First reported association of chronic lymphocytic leukaemia and interstitial granulomatous dermatitis

Abstract

Interstitial granulomatous dermatitis (IGD), a rare disease, is well known to be associated with connective tissue disorders, malignancies and several drugs. We describe this first case of IGD in association with chronic lymphocytic leukaemia/small lymphocytic lymphoma (CLL/SLL). A 66-year-old woman with a 6-year history of untreated CLL/SLL, presented with a 2-month history of progressively worsening eruption of the left thigh, along with fatigue, lymphadenopathy and night sweats. Skin biopsy showed findings consistent with IGD and infiltration of CLL. The eruption was non-responsive to treatment with antibiotics and local steroids.

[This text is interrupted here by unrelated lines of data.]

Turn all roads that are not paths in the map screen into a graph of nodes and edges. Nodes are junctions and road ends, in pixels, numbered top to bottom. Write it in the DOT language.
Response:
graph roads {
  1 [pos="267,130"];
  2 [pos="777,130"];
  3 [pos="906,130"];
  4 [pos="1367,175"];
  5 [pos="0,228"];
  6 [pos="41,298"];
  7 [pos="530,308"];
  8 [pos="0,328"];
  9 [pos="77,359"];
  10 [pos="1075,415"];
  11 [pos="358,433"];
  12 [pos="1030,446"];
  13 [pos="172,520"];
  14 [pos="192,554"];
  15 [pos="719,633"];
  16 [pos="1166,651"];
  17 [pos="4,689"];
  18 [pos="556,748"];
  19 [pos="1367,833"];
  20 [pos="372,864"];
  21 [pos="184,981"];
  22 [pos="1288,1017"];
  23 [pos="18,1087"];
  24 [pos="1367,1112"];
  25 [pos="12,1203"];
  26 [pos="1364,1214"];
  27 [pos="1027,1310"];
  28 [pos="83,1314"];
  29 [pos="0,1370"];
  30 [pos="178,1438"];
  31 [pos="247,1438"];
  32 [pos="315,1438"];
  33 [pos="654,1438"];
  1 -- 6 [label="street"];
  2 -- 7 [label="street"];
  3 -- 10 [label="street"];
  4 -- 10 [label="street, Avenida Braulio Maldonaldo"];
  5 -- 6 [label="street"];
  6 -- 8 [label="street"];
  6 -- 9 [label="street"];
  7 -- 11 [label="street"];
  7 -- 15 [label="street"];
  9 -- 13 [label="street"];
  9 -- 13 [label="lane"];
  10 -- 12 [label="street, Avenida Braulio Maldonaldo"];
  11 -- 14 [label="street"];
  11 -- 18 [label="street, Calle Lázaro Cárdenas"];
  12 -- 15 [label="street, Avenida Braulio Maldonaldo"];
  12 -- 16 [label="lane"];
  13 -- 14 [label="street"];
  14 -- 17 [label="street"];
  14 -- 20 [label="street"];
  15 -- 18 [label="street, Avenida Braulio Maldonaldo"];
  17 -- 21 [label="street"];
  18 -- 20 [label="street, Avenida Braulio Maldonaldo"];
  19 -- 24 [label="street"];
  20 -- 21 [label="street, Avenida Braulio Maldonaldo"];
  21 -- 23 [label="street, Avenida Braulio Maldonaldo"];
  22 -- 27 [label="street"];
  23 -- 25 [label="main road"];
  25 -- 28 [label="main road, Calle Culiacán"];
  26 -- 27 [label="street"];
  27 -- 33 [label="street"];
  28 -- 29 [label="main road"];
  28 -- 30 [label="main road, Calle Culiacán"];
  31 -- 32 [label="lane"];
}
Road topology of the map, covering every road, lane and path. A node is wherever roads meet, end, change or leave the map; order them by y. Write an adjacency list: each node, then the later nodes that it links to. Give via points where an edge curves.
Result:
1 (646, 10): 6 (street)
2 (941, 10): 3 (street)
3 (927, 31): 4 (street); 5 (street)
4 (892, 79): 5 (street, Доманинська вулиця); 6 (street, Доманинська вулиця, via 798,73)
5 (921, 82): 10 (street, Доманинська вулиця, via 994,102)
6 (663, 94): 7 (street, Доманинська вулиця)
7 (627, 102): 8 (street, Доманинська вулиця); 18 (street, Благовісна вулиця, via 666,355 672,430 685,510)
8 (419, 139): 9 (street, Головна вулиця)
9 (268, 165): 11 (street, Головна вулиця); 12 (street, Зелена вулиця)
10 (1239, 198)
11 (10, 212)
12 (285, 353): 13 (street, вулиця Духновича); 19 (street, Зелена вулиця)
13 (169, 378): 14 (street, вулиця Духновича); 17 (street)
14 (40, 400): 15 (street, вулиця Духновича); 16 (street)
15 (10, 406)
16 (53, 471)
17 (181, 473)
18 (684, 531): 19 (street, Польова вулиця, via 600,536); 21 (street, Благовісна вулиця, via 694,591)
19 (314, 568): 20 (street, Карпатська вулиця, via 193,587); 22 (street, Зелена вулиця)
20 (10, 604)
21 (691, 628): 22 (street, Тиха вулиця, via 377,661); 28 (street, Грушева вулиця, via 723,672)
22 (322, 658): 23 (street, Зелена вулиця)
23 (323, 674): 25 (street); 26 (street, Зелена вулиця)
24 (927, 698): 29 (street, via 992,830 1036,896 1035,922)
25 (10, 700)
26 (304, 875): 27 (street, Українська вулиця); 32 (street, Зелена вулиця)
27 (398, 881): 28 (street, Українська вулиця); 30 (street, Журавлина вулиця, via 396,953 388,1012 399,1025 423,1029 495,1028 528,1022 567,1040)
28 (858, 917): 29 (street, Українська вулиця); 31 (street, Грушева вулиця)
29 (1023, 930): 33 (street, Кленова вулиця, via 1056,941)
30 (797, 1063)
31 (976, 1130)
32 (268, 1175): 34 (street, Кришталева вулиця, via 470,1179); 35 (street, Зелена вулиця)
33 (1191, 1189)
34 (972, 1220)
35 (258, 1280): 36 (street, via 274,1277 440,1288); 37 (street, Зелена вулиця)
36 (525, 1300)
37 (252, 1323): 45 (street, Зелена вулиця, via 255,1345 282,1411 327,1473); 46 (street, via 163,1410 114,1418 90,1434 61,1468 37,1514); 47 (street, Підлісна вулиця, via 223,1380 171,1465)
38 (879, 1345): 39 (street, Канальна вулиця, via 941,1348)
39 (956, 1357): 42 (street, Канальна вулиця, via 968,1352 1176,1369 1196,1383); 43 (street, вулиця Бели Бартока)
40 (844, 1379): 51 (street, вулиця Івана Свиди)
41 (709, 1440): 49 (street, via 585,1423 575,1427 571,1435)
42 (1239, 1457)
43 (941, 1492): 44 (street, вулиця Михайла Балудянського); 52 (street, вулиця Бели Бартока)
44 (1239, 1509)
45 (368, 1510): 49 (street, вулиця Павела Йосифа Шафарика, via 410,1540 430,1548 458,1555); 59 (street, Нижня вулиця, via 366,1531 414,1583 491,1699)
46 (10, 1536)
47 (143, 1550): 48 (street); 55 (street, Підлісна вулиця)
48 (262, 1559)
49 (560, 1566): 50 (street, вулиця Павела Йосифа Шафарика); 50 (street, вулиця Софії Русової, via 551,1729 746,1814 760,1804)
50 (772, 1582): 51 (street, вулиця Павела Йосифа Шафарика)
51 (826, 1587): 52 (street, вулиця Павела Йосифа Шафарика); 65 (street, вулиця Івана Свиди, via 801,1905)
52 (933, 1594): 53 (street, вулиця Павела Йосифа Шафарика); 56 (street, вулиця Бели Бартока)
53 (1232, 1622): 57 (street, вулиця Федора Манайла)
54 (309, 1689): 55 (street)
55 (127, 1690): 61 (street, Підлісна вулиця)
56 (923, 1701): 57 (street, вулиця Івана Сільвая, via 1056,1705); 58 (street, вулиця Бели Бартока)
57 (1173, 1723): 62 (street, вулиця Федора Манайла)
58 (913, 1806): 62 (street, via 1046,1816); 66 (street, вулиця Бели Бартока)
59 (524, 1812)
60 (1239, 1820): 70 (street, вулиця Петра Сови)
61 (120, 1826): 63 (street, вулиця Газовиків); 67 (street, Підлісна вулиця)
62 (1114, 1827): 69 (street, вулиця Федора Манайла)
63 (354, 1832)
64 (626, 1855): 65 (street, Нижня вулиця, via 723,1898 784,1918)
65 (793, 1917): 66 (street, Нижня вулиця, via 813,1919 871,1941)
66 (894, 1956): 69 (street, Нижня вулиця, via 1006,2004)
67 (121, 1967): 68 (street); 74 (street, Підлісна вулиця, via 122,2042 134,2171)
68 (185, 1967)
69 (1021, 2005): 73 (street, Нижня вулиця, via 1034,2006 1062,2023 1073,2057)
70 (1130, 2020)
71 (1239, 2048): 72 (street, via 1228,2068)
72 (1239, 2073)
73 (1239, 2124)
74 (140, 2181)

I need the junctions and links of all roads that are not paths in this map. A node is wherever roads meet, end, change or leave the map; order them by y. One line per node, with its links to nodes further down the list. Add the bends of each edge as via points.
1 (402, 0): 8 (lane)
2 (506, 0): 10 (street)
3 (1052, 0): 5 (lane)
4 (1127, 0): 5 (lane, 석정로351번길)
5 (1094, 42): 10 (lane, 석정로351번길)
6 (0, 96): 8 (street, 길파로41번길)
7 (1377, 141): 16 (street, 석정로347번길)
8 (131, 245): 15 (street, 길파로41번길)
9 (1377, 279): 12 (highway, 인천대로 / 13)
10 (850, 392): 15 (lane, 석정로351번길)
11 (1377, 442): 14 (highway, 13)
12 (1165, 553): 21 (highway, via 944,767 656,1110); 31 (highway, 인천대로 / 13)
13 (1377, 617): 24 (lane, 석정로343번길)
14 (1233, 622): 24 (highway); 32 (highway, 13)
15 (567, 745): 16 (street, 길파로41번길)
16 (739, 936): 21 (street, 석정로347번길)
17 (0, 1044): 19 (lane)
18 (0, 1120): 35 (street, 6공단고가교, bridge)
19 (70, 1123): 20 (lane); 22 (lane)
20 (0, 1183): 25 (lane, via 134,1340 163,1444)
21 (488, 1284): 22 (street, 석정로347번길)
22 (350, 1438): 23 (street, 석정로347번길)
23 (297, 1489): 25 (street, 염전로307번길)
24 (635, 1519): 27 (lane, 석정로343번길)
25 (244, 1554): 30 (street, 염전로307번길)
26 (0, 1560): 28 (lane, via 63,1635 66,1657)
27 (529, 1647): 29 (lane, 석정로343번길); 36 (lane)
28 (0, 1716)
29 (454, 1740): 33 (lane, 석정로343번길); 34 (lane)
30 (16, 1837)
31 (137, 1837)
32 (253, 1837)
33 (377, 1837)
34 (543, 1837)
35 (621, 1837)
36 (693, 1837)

There was a significant improvement in the rash after an initial cycle of chemotherapy (combination therapy with bendamustine and rituximab) and complete resolution by the third cycle, for the treatment of her CLL. We suggest that the possibility of an underlying haematological malignancy should be investigated in patients with a skin rash non-responsive to conventional therapy.

Figure 1

Interstitial granulomatous dermatitis rash: (A) erythaematous geographic annular plaque on the anterior aspect of the left thigh, with a violaceous centre and a firm, pink peripheral border, before starting chemotherapy. (B–D) Marked improvement in erythaematous plaque after 1st (16 July 2015), 2nd (13 August 2015) and 3rd (28 September 2015) cycles of chemotherapy, respectively.

Figure 2

Interstitial granulomatous dermatitis. Photomicrograph showing CD68 positive histiocytes around collagen bundles with a few neutrophils in the dermis. There is predominant septal panniculitis along with a patchy infiltration of CD5 and CD20 positive lymphocytic infiltrate consistent with underlying chronic lymphocytic leukaemia.